[Opening SOURCE DATA section]

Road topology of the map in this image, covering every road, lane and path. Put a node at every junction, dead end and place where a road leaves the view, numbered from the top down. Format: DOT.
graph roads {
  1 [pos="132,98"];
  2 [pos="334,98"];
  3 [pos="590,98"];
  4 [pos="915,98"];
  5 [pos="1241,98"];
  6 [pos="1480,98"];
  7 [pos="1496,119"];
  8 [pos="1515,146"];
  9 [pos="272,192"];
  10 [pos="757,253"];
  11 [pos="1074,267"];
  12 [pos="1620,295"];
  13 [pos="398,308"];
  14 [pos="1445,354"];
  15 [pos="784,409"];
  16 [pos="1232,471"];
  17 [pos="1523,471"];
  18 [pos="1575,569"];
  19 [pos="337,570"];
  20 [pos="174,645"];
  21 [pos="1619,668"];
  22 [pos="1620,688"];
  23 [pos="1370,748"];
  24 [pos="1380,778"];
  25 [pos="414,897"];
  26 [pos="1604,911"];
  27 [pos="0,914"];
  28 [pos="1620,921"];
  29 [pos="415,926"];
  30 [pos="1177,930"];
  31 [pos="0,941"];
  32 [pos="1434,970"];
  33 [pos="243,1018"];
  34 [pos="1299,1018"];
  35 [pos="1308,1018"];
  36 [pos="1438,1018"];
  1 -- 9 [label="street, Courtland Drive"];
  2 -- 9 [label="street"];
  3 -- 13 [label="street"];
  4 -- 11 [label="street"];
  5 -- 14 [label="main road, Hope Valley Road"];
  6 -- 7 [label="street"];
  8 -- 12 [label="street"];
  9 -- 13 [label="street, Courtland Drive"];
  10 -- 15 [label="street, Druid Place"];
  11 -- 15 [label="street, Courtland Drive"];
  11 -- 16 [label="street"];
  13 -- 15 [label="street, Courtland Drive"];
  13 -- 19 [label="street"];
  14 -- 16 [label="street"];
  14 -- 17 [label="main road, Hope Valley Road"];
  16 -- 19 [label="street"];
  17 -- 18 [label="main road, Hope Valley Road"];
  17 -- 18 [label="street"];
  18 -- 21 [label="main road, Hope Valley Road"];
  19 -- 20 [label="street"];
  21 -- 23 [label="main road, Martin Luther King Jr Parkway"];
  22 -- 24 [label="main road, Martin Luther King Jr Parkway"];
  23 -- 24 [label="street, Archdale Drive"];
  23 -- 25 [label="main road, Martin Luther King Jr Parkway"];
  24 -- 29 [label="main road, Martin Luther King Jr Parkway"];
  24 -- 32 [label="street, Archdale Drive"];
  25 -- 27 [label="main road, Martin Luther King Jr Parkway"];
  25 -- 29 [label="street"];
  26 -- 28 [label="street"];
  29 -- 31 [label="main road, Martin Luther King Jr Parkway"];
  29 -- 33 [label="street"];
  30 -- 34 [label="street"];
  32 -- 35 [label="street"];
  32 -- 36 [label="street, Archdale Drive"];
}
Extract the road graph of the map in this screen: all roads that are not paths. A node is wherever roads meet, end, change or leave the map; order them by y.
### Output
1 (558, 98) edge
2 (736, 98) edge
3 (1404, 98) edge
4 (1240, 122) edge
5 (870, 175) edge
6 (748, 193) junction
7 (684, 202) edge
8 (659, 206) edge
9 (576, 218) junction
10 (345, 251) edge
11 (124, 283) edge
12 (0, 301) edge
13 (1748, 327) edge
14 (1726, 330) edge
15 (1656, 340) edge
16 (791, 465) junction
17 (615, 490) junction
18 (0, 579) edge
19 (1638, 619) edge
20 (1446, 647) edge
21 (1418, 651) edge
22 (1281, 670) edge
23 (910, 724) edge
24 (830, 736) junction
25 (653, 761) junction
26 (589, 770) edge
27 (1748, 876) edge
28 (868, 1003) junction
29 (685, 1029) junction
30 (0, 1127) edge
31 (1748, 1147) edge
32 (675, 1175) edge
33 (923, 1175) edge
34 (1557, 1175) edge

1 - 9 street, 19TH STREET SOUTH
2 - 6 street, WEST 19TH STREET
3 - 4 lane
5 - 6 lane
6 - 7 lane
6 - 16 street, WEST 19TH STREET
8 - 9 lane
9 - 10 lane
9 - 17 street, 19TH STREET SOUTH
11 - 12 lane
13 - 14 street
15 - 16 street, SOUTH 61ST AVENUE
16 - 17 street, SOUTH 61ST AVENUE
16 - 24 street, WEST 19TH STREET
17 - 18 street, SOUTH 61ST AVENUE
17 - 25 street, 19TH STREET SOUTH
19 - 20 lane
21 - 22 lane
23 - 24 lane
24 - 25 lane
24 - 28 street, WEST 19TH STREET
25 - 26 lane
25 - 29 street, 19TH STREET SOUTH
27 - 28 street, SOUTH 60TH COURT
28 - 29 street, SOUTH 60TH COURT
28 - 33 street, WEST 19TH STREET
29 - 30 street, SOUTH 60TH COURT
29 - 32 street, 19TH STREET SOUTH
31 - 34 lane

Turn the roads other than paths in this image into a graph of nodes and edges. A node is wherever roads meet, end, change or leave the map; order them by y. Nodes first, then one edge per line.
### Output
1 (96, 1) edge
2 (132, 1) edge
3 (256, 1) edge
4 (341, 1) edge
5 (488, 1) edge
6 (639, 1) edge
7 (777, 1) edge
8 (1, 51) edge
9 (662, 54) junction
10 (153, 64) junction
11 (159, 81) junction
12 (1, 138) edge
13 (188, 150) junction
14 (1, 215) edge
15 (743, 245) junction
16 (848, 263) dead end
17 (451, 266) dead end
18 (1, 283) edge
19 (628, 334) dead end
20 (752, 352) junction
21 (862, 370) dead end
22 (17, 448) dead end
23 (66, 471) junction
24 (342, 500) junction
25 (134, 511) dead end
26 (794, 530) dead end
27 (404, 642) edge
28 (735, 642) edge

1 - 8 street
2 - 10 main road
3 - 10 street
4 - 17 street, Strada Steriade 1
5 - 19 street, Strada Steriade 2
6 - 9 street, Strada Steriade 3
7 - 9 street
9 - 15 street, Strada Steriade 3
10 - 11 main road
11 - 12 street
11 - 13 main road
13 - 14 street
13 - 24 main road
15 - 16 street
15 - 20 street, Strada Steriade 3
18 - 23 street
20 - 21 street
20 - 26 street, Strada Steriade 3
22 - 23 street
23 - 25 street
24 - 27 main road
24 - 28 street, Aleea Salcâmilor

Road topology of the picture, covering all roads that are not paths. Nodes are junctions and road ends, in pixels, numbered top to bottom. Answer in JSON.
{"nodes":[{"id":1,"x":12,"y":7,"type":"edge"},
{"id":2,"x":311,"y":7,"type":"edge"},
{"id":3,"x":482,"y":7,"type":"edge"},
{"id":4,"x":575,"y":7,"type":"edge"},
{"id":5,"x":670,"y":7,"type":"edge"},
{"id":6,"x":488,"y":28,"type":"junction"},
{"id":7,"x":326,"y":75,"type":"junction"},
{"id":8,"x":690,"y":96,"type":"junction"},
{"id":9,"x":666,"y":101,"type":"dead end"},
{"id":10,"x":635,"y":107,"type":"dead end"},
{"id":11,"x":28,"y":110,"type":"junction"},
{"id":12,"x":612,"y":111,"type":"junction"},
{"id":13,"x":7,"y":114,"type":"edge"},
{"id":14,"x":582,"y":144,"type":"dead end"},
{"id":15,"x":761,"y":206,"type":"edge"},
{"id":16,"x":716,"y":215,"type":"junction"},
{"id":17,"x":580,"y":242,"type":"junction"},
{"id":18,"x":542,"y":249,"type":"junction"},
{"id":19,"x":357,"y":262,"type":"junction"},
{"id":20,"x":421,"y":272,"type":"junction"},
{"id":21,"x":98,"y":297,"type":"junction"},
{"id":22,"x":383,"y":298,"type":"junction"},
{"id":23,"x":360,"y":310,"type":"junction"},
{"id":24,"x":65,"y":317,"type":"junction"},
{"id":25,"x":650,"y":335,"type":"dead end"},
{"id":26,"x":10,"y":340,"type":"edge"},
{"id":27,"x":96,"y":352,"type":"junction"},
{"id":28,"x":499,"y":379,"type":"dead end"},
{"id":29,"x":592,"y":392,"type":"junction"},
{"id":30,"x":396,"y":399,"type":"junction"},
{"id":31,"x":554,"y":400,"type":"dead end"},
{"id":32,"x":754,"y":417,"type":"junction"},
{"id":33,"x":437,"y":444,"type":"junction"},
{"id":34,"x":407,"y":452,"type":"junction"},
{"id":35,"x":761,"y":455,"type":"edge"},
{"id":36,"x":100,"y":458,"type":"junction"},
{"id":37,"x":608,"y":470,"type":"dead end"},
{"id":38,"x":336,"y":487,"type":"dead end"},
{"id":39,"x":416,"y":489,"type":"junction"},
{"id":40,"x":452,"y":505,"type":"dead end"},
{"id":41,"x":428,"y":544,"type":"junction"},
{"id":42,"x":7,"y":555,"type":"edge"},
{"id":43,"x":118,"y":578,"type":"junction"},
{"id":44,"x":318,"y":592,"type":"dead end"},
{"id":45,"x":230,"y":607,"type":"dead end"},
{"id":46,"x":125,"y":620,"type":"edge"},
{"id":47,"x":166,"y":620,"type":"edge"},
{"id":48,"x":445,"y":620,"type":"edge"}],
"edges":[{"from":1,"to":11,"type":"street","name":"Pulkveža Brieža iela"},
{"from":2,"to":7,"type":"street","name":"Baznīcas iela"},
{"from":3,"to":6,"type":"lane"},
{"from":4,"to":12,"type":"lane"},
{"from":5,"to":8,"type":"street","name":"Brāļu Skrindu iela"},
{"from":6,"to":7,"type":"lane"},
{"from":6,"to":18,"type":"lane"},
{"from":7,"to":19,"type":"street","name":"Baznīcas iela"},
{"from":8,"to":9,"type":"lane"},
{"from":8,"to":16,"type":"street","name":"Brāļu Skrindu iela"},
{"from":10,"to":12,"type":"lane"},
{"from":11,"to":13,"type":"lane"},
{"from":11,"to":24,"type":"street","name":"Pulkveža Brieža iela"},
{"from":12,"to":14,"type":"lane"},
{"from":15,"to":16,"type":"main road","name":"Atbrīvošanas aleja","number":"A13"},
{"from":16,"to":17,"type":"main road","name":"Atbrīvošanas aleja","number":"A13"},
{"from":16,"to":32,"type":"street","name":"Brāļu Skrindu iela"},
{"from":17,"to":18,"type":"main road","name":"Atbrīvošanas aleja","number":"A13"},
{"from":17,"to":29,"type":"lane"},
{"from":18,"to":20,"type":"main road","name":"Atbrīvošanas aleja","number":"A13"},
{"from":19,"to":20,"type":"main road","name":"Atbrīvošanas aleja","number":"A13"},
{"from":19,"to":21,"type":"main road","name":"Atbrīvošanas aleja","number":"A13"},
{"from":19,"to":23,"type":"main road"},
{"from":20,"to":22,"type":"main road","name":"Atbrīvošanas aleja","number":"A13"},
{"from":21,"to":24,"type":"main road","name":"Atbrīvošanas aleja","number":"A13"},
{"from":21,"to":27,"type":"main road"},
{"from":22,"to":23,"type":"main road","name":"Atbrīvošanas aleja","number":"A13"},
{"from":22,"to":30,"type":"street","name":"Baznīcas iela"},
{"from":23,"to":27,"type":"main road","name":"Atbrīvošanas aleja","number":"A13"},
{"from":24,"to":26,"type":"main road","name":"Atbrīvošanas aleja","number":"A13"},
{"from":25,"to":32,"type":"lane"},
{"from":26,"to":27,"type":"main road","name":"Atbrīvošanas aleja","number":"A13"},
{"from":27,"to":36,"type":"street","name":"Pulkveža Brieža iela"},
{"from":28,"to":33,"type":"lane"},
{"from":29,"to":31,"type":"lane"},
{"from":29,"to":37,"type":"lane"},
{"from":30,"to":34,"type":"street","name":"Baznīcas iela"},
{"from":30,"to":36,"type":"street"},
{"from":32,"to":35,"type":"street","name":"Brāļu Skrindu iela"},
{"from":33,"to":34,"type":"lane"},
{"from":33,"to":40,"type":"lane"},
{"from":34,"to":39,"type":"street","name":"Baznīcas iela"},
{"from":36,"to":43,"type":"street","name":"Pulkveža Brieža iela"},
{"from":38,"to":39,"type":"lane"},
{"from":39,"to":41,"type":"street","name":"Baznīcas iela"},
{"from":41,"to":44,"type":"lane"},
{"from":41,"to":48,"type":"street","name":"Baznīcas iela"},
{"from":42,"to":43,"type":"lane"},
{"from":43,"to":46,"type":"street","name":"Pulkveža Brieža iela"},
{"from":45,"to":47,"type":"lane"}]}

[Closing SOURCE DATA section]

» TASK
Where the string "wherever" turns up in a line of the data above, copy that whole line.

» RESULT OF THIS TASK
Extract the road graph of the map in this screen: all roads that are not paths. A node is wherever roads meet, end, change or leave the map; order them by y.
Turn the roads other than paths in this image into a graph of nodes and edges. A node is wherever roads meet, end, change or leave the map; order them by y. Nodes first, then one edge per line.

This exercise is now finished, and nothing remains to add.